+++ RECORDS TO PROCESS +++
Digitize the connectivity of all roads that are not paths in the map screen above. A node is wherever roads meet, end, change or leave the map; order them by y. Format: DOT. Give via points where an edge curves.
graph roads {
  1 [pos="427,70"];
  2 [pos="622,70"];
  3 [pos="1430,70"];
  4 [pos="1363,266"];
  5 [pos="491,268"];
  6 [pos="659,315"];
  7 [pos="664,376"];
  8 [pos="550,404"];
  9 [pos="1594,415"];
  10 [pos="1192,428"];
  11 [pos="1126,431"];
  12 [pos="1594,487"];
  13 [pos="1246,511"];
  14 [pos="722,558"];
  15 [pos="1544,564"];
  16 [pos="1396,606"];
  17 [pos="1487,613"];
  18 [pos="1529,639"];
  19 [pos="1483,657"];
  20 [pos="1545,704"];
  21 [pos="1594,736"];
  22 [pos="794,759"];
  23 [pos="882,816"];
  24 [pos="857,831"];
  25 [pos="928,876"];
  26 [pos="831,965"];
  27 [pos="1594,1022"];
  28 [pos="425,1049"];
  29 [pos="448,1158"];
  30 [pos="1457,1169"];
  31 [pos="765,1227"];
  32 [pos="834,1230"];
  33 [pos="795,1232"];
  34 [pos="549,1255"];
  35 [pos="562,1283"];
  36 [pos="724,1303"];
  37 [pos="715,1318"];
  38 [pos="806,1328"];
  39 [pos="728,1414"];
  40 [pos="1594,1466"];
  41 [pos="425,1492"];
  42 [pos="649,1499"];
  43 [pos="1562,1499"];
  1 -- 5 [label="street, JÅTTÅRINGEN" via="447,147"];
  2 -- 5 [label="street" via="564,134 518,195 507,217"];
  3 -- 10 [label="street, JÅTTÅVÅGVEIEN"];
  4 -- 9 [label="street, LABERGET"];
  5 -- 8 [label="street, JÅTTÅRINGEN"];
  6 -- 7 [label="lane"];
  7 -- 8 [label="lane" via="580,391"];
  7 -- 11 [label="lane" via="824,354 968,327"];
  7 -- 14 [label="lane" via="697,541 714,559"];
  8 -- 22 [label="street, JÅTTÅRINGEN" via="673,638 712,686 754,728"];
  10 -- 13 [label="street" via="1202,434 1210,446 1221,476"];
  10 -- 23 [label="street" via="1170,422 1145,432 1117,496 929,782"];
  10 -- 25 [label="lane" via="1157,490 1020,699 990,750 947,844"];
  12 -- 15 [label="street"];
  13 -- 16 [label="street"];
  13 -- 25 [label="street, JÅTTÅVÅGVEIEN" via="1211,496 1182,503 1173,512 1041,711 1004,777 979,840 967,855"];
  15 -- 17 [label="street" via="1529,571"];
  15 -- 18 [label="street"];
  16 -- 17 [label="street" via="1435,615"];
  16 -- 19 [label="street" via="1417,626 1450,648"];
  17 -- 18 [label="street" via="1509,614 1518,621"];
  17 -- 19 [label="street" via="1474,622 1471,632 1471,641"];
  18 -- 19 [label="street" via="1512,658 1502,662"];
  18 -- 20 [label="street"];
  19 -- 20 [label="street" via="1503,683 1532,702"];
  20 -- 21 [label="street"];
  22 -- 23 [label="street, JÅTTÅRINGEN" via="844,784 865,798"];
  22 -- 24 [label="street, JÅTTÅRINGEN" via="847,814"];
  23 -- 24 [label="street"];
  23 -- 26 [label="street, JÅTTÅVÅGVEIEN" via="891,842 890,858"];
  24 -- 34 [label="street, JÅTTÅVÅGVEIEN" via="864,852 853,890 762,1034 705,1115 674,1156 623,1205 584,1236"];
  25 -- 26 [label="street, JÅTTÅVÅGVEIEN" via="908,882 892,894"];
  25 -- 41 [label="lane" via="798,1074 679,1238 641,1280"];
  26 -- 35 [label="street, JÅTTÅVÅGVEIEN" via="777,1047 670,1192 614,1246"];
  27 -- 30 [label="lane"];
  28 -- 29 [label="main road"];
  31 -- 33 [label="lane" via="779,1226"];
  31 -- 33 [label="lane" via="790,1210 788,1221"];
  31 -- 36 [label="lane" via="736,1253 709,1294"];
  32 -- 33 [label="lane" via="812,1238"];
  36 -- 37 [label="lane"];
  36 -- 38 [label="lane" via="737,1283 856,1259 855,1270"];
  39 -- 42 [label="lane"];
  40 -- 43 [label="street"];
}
+++
◆ **EXERCISE REQUIREMENTS**
Please report how many lines of the entries above contain the string "JÅTTÅRINGEN". Reply with only the number.

◆ **RESULT**
5